### [Task]
Hunt through the lines below for the string "Kingsheath" and copy each one that has it.

### [Source data]

━━━━━━━━━━━━━━━━

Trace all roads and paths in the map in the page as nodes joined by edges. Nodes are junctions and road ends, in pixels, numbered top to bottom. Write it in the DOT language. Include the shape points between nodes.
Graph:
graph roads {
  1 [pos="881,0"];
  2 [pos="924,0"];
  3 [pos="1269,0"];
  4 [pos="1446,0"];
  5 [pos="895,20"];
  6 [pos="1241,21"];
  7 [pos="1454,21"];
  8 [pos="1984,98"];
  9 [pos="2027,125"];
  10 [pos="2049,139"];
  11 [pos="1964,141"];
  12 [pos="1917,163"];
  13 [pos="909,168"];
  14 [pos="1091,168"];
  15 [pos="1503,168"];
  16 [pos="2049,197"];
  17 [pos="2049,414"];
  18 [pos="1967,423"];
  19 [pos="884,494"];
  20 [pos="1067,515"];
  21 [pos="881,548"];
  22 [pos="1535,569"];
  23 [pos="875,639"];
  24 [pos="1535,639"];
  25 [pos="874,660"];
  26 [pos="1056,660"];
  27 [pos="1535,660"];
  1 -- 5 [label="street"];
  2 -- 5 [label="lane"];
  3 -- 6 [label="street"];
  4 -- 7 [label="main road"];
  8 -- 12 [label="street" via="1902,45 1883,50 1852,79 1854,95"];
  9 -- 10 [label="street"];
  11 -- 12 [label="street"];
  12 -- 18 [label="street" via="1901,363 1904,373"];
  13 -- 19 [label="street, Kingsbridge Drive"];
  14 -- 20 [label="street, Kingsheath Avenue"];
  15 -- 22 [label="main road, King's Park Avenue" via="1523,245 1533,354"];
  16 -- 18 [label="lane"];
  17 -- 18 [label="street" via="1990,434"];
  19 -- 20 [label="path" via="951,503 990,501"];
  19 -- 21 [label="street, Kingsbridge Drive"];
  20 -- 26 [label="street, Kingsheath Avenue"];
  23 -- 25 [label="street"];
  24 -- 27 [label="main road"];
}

━━━━━━━━━━━━━━━━

### [Your solution]
  14 -- 20 [label="street, Kingsheath Avenue"];
  20 -- 26 [label="street, Kingsheath Avenue"];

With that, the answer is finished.